▶ _WORK TASK_:
Lines that contain "Meer" are to be copied from the material, every one of them.

▶ _SUPPLIED DATA_:
· · ·

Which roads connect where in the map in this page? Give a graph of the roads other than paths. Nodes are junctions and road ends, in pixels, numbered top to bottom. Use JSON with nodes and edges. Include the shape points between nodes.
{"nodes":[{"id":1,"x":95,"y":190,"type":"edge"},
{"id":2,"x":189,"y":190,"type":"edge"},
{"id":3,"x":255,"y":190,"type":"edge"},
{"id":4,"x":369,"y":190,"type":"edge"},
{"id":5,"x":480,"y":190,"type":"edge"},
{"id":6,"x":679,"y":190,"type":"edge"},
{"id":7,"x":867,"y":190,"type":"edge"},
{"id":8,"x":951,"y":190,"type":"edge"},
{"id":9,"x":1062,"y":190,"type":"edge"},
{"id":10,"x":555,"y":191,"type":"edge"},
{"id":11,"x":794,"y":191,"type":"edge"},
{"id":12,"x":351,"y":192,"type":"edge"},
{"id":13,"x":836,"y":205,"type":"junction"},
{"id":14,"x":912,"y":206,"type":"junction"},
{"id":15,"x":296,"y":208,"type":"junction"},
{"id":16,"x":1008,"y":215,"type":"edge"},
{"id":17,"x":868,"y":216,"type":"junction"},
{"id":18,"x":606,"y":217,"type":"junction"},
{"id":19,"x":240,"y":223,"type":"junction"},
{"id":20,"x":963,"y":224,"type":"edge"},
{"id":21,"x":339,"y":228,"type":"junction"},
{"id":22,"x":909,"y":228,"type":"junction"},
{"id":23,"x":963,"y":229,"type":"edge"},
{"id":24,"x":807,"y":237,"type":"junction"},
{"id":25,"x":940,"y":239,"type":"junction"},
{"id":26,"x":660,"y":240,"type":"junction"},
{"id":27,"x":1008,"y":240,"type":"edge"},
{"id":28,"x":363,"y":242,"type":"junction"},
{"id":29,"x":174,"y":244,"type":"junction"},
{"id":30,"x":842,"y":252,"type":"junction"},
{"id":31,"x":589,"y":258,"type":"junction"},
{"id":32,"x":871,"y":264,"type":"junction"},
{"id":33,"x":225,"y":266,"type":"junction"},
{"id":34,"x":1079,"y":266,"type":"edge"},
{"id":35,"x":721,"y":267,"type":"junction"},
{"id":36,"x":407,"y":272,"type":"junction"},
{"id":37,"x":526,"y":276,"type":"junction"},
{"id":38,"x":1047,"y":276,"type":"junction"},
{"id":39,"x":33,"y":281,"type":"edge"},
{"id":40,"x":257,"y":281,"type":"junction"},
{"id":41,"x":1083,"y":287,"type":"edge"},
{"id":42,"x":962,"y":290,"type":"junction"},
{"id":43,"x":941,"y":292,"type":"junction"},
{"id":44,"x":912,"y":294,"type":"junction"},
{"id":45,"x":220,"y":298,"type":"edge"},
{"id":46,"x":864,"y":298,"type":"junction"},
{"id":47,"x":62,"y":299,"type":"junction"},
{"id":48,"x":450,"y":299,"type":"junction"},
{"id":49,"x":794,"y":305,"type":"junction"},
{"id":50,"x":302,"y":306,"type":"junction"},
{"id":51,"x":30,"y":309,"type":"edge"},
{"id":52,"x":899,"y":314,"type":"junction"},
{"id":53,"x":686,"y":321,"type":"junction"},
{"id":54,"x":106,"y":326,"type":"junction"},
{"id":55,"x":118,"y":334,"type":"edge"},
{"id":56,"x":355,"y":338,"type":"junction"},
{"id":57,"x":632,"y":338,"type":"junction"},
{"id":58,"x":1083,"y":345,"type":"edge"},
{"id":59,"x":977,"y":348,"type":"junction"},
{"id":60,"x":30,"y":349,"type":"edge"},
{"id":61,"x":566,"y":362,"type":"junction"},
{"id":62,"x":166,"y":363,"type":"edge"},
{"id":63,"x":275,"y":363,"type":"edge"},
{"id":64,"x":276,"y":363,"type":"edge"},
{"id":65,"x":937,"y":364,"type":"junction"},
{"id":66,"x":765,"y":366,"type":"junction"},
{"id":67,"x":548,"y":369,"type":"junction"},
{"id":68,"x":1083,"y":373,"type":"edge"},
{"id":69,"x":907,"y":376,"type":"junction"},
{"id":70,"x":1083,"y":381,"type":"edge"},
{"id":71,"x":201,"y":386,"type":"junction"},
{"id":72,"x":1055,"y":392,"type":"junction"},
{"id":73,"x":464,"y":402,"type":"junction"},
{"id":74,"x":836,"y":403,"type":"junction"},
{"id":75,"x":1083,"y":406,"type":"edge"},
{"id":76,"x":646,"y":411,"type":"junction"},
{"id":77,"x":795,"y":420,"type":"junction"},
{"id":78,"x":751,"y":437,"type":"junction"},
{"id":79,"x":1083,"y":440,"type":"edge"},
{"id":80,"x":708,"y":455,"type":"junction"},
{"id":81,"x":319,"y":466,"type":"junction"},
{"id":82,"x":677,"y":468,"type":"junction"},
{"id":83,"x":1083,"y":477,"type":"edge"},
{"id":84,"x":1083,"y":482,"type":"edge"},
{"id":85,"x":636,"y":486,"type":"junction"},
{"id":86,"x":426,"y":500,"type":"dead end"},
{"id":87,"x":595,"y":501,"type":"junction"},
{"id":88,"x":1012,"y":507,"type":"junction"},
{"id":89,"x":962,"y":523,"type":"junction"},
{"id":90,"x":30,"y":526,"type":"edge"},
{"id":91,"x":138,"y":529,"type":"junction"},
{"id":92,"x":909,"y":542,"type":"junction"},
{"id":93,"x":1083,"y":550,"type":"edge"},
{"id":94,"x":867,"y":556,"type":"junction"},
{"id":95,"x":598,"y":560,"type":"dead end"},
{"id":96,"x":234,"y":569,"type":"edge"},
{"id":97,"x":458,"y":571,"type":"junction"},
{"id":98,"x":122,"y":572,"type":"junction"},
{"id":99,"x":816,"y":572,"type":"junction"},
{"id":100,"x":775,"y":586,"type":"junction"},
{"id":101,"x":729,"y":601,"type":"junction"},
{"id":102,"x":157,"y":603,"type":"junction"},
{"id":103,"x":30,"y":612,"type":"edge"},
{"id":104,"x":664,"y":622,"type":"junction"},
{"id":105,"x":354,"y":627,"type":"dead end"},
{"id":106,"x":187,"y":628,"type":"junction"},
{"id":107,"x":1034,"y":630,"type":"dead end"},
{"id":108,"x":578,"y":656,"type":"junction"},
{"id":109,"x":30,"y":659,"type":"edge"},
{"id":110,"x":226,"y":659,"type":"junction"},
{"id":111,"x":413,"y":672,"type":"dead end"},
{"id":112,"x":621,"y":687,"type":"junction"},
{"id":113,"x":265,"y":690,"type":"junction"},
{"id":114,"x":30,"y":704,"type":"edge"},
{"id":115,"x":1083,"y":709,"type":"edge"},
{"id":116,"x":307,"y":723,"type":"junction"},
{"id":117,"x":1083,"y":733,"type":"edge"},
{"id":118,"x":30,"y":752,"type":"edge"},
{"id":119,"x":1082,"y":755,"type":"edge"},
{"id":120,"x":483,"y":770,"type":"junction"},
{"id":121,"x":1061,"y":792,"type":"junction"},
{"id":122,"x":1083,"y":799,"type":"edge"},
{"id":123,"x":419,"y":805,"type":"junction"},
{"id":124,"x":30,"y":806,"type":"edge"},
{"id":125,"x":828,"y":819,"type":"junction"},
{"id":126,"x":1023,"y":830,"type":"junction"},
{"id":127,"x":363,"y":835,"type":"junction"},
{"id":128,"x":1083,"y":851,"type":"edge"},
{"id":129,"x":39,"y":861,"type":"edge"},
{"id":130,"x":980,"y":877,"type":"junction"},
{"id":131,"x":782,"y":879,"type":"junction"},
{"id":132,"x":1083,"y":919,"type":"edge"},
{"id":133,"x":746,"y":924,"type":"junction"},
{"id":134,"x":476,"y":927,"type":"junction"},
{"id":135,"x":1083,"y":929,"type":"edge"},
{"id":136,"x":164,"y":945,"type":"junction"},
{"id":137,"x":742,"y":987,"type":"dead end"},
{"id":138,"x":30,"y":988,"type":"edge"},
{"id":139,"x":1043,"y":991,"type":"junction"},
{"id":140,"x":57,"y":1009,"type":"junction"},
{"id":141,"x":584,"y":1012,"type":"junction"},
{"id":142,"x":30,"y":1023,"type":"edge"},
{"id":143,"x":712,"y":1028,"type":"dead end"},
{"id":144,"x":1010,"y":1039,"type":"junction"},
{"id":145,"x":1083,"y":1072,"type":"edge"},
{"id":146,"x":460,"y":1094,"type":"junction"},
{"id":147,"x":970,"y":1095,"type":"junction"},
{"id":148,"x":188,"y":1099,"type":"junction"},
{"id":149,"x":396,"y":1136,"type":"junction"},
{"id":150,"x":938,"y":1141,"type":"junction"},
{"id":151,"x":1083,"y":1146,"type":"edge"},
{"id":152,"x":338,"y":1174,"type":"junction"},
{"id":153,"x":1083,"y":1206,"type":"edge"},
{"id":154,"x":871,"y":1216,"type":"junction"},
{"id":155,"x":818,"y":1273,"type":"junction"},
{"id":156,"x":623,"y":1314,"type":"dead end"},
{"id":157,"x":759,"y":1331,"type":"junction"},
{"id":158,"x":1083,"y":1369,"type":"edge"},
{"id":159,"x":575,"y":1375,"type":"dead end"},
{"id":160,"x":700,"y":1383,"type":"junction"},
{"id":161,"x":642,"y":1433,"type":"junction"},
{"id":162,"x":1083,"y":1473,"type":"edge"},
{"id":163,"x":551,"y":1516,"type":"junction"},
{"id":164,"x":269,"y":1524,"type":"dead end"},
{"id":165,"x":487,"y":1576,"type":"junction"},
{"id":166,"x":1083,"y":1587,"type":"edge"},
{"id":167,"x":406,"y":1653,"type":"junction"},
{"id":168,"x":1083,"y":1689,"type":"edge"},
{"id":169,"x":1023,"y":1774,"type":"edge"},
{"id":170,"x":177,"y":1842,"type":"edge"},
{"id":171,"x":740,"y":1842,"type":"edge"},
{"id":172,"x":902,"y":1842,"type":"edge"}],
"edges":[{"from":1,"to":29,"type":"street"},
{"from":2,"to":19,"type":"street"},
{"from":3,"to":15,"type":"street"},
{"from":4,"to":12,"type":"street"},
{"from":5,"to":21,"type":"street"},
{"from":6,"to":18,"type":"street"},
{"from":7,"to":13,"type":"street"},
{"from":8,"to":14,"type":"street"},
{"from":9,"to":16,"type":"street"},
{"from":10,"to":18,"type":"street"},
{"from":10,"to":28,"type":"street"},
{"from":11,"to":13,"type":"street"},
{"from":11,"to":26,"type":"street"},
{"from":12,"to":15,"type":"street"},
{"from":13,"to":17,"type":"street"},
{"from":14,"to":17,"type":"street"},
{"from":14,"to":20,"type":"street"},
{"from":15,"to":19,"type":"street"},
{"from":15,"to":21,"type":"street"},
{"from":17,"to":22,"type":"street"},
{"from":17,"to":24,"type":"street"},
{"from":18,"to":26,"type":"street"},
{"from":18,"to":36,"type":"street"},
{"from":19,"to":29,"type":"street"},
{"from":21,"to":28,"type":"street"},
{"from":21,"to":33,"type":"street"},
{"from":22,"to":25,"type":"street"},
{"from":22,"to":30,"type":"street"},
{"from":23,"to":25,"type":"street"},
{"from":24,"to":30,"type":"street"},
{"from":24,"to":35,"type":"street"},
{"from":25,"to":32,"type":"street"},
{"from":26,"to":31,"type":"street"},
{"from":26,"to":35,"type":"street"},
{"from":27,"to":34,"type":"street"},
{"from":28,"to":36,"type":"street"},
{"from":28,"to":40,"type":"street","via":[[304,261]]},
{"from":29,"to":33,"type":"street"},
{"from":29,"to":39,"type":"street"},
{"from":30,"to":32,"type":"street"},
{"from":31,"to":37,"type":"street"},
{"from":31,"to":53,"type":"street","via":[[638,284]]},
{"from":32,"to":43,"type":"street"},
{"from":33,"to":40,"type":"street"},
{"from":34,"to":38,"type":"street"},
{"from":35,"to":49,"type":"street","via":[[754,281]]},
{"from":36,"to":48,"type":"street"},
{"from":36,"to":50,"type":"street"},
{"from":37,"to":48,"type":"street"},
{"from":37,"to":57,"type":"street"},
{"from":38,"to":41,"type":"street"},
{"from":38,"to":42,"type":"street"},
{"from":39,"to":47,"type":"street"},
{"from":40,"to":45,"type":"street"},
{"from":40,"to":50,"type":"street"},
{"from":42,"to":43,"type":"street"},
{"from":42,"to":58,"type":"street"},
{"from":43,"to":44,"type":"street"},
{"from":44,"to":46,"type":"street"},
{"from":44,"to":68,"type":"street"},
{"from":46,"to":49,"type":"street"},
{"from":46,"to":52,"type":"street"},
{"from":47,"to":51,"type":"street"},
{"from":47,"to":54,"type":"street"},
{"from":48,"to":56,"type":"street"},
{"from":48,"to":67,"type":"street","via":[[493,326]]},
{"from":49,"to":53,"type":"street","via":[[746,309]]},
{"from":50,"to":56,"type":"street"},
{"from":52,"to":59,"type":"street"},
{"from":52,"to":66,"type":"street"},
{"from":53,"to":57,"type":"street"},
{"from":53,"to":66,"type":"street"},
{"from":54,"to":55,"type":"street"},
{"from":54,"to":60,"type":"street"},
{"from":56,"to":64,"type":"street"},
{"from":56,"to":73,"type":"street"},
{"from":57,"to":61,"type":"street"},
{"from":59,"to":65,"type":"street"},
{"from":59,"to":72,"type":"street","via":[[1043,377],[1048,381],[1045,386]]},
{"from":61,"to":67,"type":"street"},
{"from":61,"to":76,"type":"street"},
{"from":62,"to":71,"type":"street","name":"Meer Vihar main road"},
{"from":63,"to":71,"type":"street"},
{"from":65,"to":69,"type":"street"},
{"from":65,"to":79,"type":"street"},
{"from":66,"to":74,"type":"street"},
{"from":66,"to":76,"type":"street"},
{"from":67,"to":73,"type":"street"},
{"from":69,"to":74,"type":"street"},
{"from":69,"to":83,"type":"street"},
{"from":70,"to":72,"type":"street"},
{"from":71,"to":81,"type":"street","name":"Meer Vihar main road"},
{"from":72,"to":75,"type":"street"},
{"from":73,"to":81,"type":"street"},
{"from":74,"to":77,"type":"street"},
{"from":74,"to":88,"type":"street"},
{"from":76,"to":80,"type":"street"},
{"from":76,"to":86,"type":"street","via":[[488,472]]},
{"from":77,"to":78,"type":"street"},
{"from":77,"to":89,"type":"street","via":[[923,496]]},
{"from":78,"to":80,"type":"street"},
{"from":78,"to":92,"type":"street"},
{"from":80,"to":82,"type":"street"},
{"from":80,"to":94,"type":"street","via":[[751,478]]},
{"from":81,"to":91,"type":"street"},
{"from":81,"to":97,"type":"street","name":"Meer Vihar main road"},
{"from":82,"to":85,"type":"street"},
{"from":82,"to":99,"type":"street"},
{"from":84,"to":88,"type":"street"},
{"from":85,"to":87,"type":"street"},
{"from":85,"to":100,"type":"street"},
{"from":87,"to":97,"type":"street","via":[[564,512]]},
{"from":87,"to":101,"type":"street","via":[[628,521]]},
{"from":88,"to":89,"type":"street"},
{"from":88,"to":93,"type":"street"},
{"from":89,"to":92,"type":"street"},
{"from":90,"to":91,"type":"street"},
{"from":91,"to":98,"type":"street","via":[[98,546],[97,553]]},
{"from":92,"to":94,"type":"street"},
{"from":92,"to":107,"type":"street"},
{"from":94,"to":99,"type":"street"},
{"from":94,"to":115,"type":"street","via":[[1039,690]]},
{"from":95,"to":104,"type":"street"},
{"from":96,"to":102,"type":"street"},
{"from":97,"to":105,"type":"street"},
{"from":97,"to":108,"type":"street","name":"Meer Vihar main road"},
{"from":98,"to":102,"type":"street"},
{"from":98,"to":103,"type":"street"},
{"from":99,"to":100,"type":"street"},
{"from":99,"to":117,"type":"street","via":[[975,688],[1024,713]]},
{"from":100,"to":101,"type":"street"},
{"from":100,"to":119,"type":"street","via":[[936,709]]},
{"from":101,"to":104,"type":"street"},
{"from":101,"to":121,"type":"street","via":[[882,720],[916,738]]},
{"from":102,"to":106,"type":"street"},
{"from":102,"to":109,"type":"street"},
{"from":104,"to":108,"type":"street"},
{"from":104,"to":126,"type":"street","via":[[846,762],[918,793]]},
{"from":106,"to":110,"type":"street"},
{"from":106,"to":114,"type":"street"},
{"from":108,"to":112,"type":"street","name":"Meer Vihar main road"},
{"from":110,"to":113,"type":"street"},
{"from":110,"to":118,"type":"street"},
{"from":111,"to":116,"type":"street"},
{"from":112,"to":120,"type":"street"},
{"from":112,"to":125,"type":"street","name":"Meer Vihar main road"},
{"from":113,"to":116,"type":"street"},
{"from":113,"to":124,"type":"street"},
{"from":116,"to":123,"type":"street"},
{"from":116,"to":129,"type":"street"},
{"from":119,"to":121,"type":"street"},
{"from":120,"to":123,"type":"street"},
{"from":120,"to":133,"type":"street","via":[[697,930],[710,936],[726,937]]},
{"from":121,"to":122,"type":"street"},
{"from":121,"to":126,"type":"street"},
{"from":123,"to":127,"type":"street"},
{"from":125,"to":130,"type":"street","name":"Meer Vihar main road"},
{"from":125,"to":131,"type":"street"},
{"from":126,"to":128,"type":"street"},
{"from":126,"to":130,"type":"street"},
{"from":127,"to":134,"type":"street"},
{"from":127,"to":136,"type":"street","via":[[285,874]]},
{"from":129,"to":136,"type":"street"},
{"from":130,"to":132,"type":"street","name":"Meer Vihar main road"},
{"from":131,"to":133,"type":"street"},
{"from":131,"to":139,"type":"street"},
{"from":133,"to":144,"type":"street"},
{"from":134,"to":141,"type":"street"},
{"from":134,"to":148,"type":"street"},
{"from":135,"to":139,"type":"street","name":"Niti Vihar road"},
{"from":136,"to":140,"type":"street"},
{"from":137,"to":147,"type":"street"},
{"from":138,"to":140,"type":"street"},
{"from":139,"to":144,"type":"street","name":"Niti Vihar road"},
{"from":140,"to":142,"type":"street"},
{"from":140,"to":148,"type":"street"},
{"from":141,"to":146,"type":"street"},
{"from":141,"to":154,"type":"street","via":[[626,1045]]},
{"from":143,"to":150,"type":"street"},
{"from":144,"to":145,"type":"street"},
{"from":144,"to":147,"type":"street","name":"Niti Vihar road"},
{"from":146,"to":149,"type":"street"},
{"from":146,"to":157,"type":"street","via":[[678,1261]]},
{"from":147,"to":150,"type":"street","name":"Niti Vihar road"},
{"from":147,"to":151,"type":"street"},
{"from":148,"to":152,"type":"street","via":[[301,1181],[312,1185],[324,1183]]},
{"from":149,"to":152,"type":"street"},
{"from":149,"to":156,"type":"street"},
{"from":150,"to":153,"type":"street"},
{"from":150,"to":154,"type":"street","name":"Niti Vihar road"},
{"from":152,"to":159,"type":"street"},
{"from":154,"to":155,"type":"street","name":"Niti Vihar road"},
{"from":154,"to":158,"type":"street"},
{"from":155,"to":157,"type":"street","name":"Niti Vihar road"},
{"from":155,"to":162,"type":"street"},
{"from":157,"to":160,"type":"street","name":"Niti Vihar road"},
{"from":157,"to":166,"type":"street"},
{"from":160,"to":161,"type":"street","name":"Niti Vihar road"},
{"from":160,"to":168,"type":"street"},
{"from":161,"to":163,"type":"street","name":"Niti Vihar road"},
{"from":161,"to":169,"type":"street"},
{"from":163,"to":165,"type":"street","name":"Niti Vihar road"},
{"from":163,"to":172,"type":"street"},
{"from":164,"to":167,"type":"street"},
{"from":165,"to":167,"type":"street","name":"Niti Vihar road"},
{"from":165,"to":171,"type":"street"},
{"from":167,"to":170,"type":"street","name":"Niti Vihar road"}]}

· · ·

▶ _EXERCISE ANSWER_:
{"from":62,"to":71,"type":"street","name":"Meer Vihar main road"},
{"from":71,"to":81,"type":"street","name":"Meer Vihar main road"},
{"from":81,"to":97,"type":"street","name":"Meer Vihar main road"},
{"from":97,"to":108,"type":"street","name":"Meer Vihar main road"},
{"from":108,"to":112,"type":"street","name":"Meer Vihar main road"},
{"from":112,"to":125,"type":"street","name":"Meer Vihar main road"},
{"from":125,"to":130,"type":"street","name":"Meer Vihar main road"},
{"from":130,"to":132,"type":"street","name":"Meer Vihar main road"},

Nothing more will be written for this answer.